The Tribe Has Spoken
By Dan Malovany

Jennifer Hartley had never seen anything like it before. Certainly, George Weston Bakeries never saw it coming.
Shortly after launching its new Arnold Natural breads line in April, the customer service department at the Horsham, Pa.-based company was barraged by thousands of calls, letters and e-mails a day from upset and sometimes angry consumers.
They were complaining that the business had changed its Brownberry Wheat bread. It had changed the formula. And it had changed its name to Arnold. These consumers didn’t like it at all that the legendary original bread developed by Catherine Clark had been replaced with a softer, sweeter formula.

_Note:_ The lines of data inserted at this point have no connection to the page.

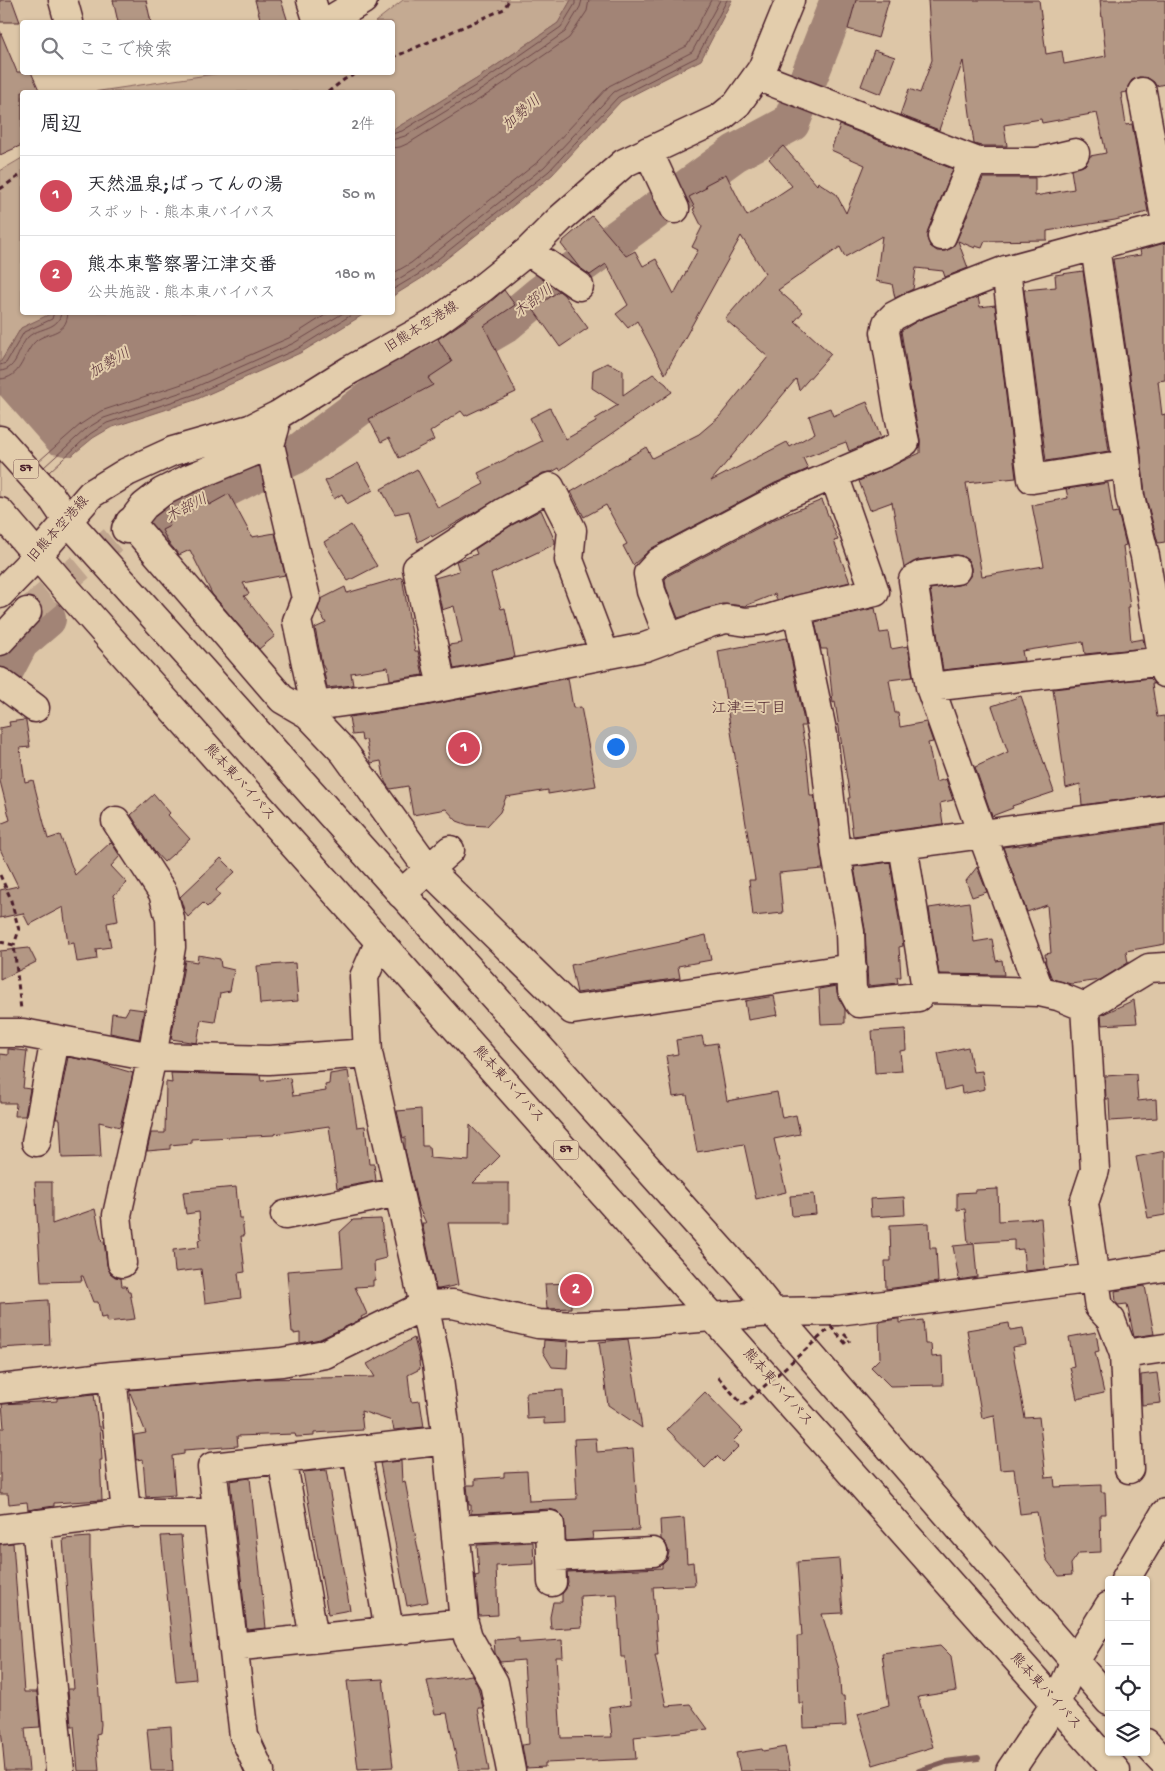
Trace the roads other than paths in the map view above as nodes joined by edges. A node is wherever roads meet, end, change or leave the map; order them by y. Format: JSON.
{"nodes":[{"id":1,"x":62,"y":0,"type":"edge"},
{"id":2,"x":311,"y":0,"type":"edge"},
{"id":3,"x":363,"y":0,"type":"edge"},
{"id":4,"x":790,"y":0,"type":"edge"},
{"id":5,"x":68,"y":20,"type":"edge"},
{"id":6,"x":317,"y":20,"type":"edge"},
{"id":7,"x":330,"y":20,"type":"edge"},
{"id":8,"x":757,"y":76,"type":"junction"},
{"id":9,"x":1142,"y":92,"type":"dead end"},
{"id":10,"x":648,"y":151,"type":"junction"},
{"id":11,"x":1075,"y":153,"type":"dead end"},
{"id":12,"x":973,"y":160,"type":"junction"},
{"id":13,"x":675,"y":209,"type":"dead end"},
{"id":14,"x":1165,"y":217,"type":"edge"},
{"id":15,"x":1165,"y":227,"type":"edge"},
{"id":16,"x":942,"y":236,"type":"dead end"},
{"id":17,"x":1095,"y":247,"type":"junction"},
{"id":18,"x":528,"y":251,"type":"junction"},
{"id":19,"x":1006,"y":270,"type":"junction"},
{"id":20,"x":579,"y":286,"type":"dead end"},
{"id":21,"x":278,"y":415,"type":"junction"},
{"id":22,"x":0,"y":440,"type":"edge"},
{"id":23,"x":270,"y":445,"type":"junction"},
{"id":24,"x":1126,"y":464,"type":"junction"},
{"id":25,"x":834,"y":475,"type":"junction"},
{"id":26,"x":68,"y":520,"type":"junction"},
{"id":27,"x":8,"y":521,"type":"edge"},
{"id":28,"x":1155,"y":555,"type":"edge"},
{"id":29,"x":37,"y":556,"type":"junction"},
{"id":30,"x":956,"y":570,"type":"dead end"},
{"id":31,"x":0,"y":594,"type":"edge"},
{"id":32,"x":797,"y":610,"type":"junction"},
{"id":33,"x":28,"y":612,"type":"tunnel mouth"},
{"id":34,"x":670,"y":638,"type":"junction"},
{"id":35,"x":0,"y":641,"type":"edge"},
{"id":36,"x":605,"y":654,"type":"junction"},
{"id":37,"x":1164,"y":665,"type":"edge"},
{"id":38,"x":442,"y":687,"type":"junction"},
{"id":39,"x":930,"y":687,"type":"junction"},
{"id":40,"x":312,"y":710,"type":"junction"},
{"id":41,"x":1165,"y":809,"type":"edge"},
{"id":42,"x":116,"y":821,"type":"dead end"},
{"id":43,"x":982,"y":834,"type":"junction"},
{"id":44,"x":903,"y":845,"type":"junction"},
{"id":45,"x":450,"y":850,"type":"dead end"},
{"id":46,"x":836,"y":854,"type":"junction"},
{"id":47,"x":429,"y":870,"type":"junction"},
{"id":48,"x":401,"y":894,"type":"junction"},
{"id":49,"x":380,"y":941,"type":"junction"},
{"id":50,"x":1165,"y":967,"type":"edge"},
{"id":51,"x":852,"y":968,"type":"junction"},
{"id":52,"x":926,"y":989,"type":"junction"},
{"id":53,"x":1040,"y":992,"type":"junction"},
{"id":54,"x":1085,"y":1007,"type":"junction"},
{"id":55,"x":12,"y":1033,"type":"edge"},
{"id":56,"x":55,"y":1039,"type":"junction"},
{"id":57,"x":368,"y":1053,"type":"junction"},
{"id":58,"x":152,"y":1057,"type":"junction"},
{"id":59,"x":36,"y":1142,"type":"dead end"},
{"id":60,"x":402,"y":1202,"type":"junction"},
{"id":61,"x":285,"y":1215,"type":"dead end"},
{"id":62,"x":344,"y":1218,"type":"dead end"},
{"id":63,"x":122,"y":1263,"type":"dead end"},
{"id":64,"x":1165,"y":1267,"type":"edge"},
{"id":65,"x":1095,"y":1278,"type":"junction"},
{"id":66,"x":425,"y":1305,"type":"junction"},
{"id":67,"x":773,"y":1312,"type":"junction"},
{"id":68,"x":714,"y":1317,"type":"junction"},
{"id":69,"x":1165,"y":1348,"type":"edge"},
{"id":70,"x":1124,"y":1354,"type":"junction"},
{"id":71,"x":112,"y":1376,"type":"junction"},
{"id":72,"x":0,"y":1389,"type":"edge"},
{"id":73,"x":447,"y":1440,"type":"junction"},
{"id":74,"x":357,"y":1451,"type":"junction"},
{"id":75,"x":282,"y":1459,"type":"junction"},
{"id":76,"x":1129,"y":1469,"type":"dead end"},
{"id":77,"x":126,"y":1513,"type":"junction"},
{"id":78,"x":218,"y":1513,"type":"junction"},
{"id":79,"x":1165,"y":1513,"type":"edge"},
{"id":80,"x":36,"y":1524,"type":"junction"},
{"id":81,"x":0,"y":1529,"type":"edge"},
{"id":82,"x":456,"y":1530,"type":"junction"},
{"id":83,"x":653,"y":1552,"type":"dead end"},
{"id":84,"x":1127,"y":1576,"type":"edge"},
{"id":85,"x":1105,"y":1613,"type":"edge"},
{"id":86,"x":464,"y":1622,"type":"junction"},
{"id":87,"x":389,"y":1630,"type":"junction"},
{"id":88,"x":314,"y":1638,"type":"junction"},
{"id":89,"x":234,"y":1647,"type":"junction"},
{"id":90,"x":1074,"y":1663,"type":"junction"},
{"id":91,"x":1105,"y":1697,"type":"edge"},
{"id":92,"x":1056,"y":1704,"type":"junction"},
{"id":93,"x":1150,"y":1747,"type":"edge"},
{"id":94,"x":1165,"y":1764,"type":"edge"},
{"id":95,"x":60,"y":1771,"type":"edge"},
{"id":96,"x":260,"y":1771,"type":"edge"},
{"id":97,"x":511,"y":1771,"type":"edge"},
{"id":98,"x":1010,"y":1771,"type":"edge"},
{"id":99,"x":1116,"y":1771,"type":"edge"}],
"edges":[{"from":1,"to":5,"type":"main road"},
{"from":2,"to":6,"type":"main road"},
{"from":3,"to":7,"type":"main road"},
{"from":4,"to":8,"type":"main road","name":"旧熊本空港線"},
{"from":8,"to":10,"type":"main road","name":"旧熊本空港線"},
{"from":8,"to":12,"type":"main road"},
{"from":9,"to":14,"type":"main road"},
{"from":10,"to":13,"type":"main road"},
{"from":10,"to":18,"type":"main road","name":"旧熊本空港線"},
{"from":11,"to":12,"type":"main road"},
{"from":12,"to":16,"type":"main road"},
{"from":15,"to":17,"type":"main road"},
{"from":17,"to":19,"type":"main road"},
{"from":17,"to":24,"type":"main road"},
{"from":18,"to":20,"type":"main road"},
{"from":18,"to":21,"type":"main road","name":"旧熊本空港線"},
{"from":19,"to":24,"type":"main road"},
{"from":19,"to":25,"type":"main road"},
{"from":21,"to":23,"type":"main road"},
{"from":21,"to":26,"type":"main road","name":"旧熊本空港線"},
{"from":22,"to":26,"type":"main road","number":"57"},
{"from":23,"to":40,"type":"main road"},
{"from":23,"to":40,"type":"main road"},
{"from":24,"to":28,"type":"main road"},
{"from":25,"to":32,"type":"main road"},
{"from":25,"to":34,"type":"main road"},
{"from":26,"to":29,"type":"main road","name":"旧熊本空港線"},
{"from":26,"to":48,"type":"main road","number":"57"},
{"from":27,"to":29,"type":"main road","name":"熊本東バイパス","number":"57"},
{"from":28,"to":37,"type":"main road"},
{"from":29,"to":31,"type":"main road","name":"旧熊本空港線"},
{"from":29,"to":49,"type":"main road","name":"熊本東バイパス","number":"57"},
{"from":30,"to":39,"type":"main road"},
{"from":32,"to":34,"type":"main road"},
{"from":32,"to":46,"type":"main road"},
{"from":33,"to":35,"type":"main road"},
{"from":34,"to":36,"type":"main road"},
{"from":36,"to":38,"type":"main road"},
{"from":36,"to":38,"type":"main road"},
{"from":37,"to":39,"type":"main road"},
{"from":38,"to":40,"type":"main road"},
{"from":39,"to":43,"type":"main road"},
{"from":40,"to":47,"type":"main road"},
{"from":41,"to":43,"type":"main road"},
{"from":42,"to":58,"type":"main road"},
{"from":43,"to":44,"type":"main road"},
{"from":43,"to":53,"type":"main road"},
{"from":44,"to":46,"type":"main road"},
{"from":44,"to":52,"type":"main road"},
{"from":45,"to":47,"type":"main road"},
{"from":46,"to":51,"type":"main road"},
{"from":47,"to":48,"type":"main road"},
{"from":47,"to":51,"type":"main road"},
{"from":48,"to":67,"type":"main road","number":"57"},
{"from":49,"to":57,"type":"main road"},
{"from":49,"to":68,"type":"main road","name":"熊本東バイパス","number":"57"},
{"from":50,"to":54,"type":"main road"},
{"from":51,"to":52,"type":"main road"},
{"from":52,"to":53,"type":"main road"},
{"from":53,"to":54,"type":"main road"},
{"from":54,"to":65,"type":"main road"},
{"from":55,"to":56,"type":"main road"},
{"from":56,"to":58,"type":"main road"},
{"from":56,"to":59,"type":"main road"},
{"from":57,"to":58,"type":"main road"},
{"from":57,"to":60,"type":"main road"},
{"from":58,"to":63,"type":"main road"},
{"from":60,"to":61,"type":"main road"},
{"from":60,"to":62,"type":"main road"},
{"from":60,"to":66,"type":"main road"},
{"from":64,"to":65,"type":"main road"},
{"from":65,"to":67,"type":"main road"},
{"from":65,"to":70,"type":"main road"},
{"from":66,"to":68,"type":"main road"},
{"from":66,"to":71,"type":"main road"},
{"from":66,"to":73,"type":"main road"},
{"from":67,"to":68,"type":"main road"},
{"from":67,"to":90,"type":"main road","number":"57"},
{"from":68,"to":92,"type":"main road","name":"熊本東バイパス","number":"57"},
{"from":69,"to":70,"type":"main road"},
{"from":70,"to":76,"type":"main road"},
{"from":71,"to":72,"type":"main road"},
{"from":71,"to":77,"type":"main road"},
{"from":73,"to":74,"type":"main road"},
{"from":73,"to":82,"type":"main road"},
{"from":74,"to":75,"type":"main road"},
{"from":74,"to":87,"type":"main road"},
{"from":75,"to":78,"type":"main road"},
{"from":75,"to":88,"type":"main road"},
{"from":77,"to":78,"type":"main road"},
{"from":77,"to":80,"type":"main road"},
{"from":78,"to":89,"type":"main road"},
{"from":79,"to":84,"type":"main road"},
{"from":80,"to":81,"type":"main road"},
{"from":80,"to":95,"type":"main road"},
{"from":82,"to":83,"type":"main road"},
{"from":82,"to":86,"type":"main road"},
{"from":85,"to":90,"type":"main road"},
{"from":86,"to":87,"type":"main road"},
{"from":86,"to":97,"type":"main road"},
{"from":87,"to":88,"type":"main road"},
{"from":88,"to":89,"type":"main road"},
{"from":89,"to":96,"type":"main road"},
{"from":90,"to":91,"type":"main road","number":"57"},
{"from":90,"to":92,"type":"main road"},
{"from":92,"to":98,"type":"main road"},
{"from":92,"to":99,"type":"main road","name":"熊本東バイパス","number":"57"},
{"from":93,"to":94,"type":"main road"}]}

For Hartley, director of bread innovation at George Weston Bakeries, the reaction was a bit like something out of a reality show.
“We felt we made the right decision,” she says. “We couldn’t believe people cared so much as to write letters and pick up the phone. They definitely feel passionate about their bread.”
On June 11, the Midwestern classic was back on the shelves in Illinois, Wisconsin, Minnesota, Michigan and Ohio, where Brownberry is sold. The packages read “Back By Request! The Original Brownberry Recipe.”
“Consumers told us this bread was part of their lifestyle, an important part of their daily routine, and for them, the new one did not stack up,” Hartley notes.
It’s not as if Weston hadn’t done its homework. In fact, in consumer tests conducted in January, a large sample of Midwesterners told the company that they preferred the new formula over the original, which they described as “too firm and too bitter.” Weston saw an opportunity to offer a new winning recipe, update the formula to increase fiber, eliminate corn syrup and sell the bread in a smaller format that’s 100 calories per slice.
However, the panel proved somewhat false. “We pride ourselves on listening to our customers, and we said regardless of the testing, we should bring the original back,” Hartley says.
In May, consumers who complained to Weston were sent coupons for the bread, along with letters explaining its decision to bring back the original.
Hartley stresses that the new Arnold Natural Wheat bread remains on shelves throughout the Northeast and Southeast, along with four other varieties that make up the line.
In the Midwest, however, Brownberry Natural consumers voted the new-and-improved variety off the shelves and named Catherine Clark’s original formula the winner of the immunity challenge. As a result, the bread returned to its original 24-oz. format, restoring the classic taste and texture, now sold under the Arnold name.
As Hartley says, “Yes, the tribe has spoken for the original Brownberry Natural Wheat recipe.”